[Exercise data — start]
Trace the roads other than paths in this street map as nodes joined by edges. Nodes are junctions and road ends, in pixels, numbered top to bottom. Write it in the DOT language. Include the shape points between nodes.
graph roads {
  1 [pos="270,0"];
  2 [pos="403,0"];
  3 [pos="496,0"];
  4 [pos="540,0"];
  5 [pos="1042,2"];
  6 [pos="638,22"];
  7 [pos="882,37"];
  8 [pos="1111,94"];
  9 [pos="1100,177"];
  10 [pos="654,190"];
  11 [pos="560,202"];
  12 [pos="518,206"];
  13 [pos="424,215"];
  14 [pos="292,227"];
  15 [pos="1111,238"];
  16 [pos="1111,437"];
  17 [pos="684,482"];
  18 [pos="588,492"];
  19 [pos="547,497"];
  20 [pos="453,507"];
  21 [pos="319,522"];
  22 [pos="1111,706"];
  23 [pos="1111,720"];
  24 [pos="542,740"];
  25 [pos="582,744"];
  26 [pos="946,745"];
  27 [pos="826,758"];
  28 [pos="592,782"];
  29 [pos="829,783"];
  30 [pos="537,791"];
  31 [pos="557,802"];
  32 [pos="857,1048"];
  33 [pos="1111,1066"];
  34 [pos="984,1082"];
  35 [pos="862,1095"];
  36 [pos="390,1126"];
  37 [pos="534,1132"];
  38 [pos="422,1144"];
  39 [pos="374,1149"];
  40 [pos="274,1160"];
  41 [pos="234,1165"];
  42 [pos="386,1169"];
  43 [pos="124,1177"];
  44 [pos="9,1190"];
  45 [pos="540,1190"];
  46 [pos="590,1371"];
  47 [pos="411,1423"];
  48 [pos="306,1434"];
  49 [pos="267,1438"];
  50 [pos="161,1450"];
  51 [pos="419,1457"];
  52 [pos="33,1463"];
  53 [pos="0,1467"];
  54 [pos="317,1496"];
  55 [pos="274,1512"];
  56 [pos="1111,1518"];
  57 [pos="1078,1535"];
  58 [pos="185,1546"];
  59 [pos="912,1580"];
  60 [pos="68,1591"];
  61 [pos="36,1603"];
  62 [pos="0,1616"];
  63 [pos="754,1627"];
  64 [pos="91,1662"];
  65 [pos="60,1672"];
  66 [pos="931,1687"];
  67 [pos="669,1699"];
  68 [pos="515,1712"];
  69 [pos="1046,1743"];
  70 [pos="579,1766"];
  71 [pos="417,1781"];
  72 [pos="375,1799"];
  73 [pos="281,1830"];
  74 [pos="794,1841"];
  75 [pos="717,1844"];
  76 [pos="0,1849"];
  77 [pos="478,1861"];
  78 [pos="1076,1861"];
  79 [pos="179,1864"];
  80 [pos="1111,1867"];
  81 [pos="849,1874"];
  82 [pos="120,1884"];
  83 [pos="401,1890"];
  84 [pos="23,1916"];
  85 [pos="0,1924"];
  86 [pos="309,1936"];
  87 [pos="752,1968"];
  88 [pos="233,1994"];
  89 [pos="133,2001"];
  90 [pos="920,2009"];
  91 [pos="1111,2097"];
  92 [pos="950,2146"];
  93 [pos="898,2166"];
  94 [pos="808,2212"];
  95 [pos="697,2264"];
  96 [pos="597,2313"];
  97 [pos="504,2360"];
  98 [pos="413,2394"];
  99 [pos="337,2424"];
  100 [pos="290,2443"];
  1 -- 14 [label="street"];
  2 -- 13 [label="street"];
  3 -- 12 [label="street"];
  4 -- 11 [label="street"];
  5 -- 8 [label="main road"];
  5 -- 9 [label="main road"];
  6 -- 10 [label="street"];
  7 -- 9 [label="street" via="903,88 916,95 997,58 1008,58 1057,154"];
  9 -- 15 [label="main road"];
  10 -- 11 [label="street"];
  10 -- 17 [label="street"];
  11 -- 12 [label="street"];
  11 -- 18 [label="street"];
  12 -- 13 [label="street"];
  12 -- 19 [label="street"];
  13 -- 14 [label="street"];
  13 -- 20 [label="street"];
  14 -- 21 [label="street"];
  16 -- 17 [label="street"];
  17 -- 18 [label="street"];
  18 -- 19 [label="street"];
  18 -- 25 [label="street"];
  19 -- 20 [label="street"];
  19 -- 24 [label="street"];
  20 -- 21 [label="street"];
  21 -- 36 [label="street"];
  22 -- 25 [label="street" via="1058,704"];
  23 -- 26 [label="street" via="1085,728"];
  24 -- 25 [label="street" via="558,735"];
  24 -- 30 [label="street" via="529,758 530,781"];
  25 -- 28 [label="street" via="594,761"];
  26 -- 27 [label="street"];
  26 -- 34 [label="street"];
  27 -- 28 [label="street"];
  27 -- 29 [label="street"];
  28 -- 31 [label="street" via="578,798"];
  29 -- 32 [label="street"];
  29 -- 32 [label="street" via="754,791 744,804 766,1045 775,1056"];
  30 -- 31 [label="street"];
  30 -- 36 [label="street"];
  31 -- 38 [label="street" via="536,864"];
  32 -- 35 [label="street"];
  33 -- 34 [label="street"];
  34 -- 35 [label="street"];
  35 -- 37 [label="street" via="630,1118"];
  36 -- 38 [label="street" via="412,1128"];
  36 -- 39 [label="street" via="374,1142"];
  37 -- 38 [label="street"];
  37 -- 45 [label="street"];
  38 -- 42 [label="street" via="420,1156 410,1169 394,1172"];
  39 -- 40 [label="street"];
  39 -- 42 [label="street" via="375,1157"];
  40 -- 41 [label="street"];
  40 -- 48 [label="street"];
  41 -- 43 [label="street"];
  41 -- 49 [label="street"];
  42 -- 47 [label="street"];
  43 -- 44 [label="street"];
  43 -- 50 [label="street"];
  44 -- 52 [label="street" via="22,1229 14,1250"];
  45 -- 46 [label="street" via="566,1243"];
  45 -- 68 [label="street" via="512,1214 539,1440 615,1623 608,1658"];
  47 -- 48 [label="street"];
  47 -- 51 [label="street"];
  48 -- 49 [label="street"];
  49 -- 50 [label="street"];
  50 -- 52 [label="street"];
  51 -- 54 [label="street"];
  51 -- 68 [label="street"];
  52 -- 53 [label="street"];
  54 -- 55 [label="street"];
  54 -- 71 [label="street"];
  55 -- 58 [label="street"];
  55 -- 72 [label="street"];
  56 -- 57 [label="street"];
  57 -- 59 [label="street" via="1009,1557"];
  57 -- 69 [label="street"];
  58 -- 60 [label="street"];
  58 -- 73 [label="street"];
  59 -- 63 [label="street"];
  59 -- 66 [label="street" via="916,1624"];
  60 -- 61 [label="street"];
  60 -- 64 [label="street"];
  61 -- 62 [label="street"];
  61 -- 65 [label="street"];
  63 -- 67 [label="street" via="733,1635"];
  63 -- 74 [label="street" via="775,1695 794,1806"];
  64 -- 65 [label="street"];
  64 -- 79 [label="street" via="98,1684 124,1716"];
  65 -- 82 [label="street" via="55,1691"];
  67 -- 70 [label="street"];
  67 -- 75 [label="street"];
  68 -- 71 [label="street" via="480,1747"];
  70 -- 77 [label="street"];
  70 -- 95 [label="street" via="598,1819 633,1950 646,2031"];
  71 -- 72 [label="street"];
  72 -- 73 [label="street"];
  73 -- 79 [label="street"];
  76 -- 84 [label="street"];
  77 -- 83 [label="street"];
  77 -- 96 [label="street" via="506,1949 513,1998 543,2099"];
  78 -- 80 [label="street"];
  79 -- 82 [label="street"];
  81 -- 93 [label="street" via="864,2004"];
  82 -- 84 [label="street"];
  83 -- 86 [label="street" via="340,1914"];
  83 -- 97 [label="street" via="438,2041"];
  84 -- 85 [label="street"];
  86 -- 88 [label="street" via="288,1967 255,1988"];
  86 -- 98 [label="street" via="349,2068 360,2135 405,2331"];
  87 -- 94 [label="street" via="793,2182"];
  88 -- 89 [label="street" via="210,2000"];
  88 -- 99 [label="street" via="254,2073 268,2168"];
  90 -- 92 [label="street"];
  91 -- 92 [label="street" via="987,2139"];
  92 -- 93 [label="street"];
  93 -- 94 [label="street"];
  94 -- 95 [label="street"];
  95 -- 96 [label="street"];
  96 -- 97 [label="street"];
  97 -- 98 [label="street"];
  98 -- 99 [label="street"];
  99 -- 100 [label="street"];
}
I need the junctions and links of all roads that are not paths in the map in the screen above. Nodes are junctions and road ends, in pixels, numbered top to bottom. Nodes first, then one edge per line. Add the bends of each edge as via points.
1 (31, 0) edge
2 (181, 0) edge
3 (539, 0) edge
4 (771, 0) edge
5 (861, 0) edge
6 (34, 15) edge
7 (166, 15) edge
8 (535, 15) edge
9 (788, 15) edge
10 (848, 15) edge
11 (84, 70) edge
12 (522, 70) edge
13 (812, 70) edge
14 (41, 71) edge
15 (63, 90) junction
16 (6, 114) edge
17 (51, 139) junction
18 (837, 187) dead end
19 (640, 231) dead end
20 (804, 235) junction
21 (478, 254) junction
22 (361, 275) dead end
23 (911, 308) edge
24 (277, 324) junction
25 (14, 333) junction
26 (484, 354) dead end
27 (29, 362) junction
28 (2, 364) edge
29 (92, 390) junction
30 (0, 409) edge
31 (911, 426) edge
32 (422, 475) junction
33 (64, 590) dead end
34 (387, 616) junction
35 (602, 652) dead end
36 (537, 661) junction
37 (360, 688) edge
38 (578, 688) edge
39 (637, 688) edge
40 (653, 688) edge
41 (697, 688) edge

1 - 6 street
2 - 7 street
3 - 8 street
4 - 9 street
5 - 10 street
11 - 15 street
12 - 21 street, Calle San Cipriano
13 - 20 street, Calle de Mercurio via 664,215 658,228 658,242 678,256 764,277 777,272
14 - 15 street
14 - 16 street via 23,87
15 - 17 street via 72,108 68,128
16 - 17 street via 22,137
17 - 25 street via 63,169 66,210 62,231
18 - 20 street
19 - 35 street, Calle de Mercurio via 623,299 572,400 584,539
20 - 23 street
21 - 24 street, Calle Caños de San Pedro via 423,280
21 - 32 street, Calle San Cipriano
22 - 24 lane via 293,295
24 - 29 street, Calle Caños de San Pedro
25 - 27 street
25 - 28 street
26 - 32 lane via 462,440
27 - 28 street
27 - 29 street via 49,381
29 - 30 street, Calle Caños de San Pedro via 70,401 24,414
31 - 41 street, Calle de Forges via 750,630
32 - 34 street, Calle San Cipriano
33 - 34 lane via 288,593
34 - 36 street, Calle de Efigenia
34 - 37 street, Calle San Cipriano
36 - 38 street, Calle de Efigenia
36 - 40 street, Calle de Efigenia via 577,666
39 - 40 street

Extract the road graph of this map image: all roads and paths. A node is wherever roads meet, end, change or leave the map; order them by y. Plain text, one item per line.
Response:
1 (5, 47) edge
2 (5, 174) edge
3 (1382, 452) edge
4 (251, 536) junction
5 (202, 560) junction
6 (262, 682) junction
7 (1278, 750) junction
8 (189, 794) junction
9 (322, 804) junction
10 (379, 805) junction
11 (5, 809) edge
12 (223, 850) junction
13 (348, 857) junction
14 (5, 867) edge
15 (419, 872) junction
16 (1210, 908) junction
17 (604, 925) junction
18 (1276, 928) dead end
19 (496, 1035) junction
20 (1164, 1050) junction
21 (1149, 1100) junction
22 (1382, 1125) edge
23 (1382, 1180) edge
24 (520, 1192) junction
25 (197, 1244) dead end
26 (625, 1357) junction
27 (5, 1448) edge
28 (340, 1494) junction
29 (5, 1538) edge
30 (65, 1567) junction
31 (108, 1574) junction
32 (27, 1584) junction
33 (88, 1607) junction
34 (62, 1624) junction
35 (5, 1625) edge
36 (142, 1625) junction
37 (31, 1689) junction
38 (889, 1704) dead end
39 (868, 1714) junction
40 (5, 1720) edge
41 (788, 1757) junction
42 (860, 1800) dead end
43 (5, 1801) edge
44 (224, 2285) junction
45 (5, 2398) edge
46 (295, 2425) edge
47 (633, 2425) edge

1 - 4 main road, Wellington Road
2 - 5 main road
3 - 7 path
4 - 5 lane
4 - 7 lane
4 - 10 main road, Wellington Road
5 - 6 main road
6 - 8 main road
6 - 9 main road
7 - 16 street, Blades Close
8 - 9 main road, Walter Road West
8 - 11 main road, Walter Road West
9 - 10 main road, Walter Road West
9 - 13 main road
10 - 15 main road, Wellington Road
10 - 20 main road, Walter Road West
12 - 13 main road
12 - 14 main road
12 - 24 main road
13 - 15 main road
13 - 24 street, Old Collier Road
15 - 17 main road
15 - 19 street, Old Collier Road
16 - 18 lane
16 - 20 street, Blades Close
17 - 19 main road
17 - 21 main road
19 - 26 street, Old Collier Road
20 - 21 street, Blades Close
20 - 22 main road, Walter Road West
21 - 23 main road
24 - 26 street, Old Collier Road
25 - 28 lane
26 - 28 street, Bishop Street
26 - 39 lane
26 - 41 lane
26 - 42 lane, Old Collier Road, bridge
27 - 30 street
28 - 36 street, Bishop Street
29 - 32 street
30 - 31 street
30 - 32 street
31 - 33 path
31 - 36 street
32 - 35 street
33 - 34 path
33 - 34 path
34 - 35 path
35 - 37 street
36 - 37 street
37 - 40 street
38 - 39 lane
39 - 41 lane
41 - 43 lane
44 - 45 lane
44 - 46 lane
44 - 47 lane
[Exercise data — finish]
▸ Task goal: When the string "Caños" appears in a line of the records above, that line is to be copied.

▸ Response to this exercise:
21 - 24 street, Calle Caños de San Pedro via 423,280
24 - 29 street, Calle Caños de San Pedro
29 - 30 street, Calle Caños de San Pedro via 70,401 24,414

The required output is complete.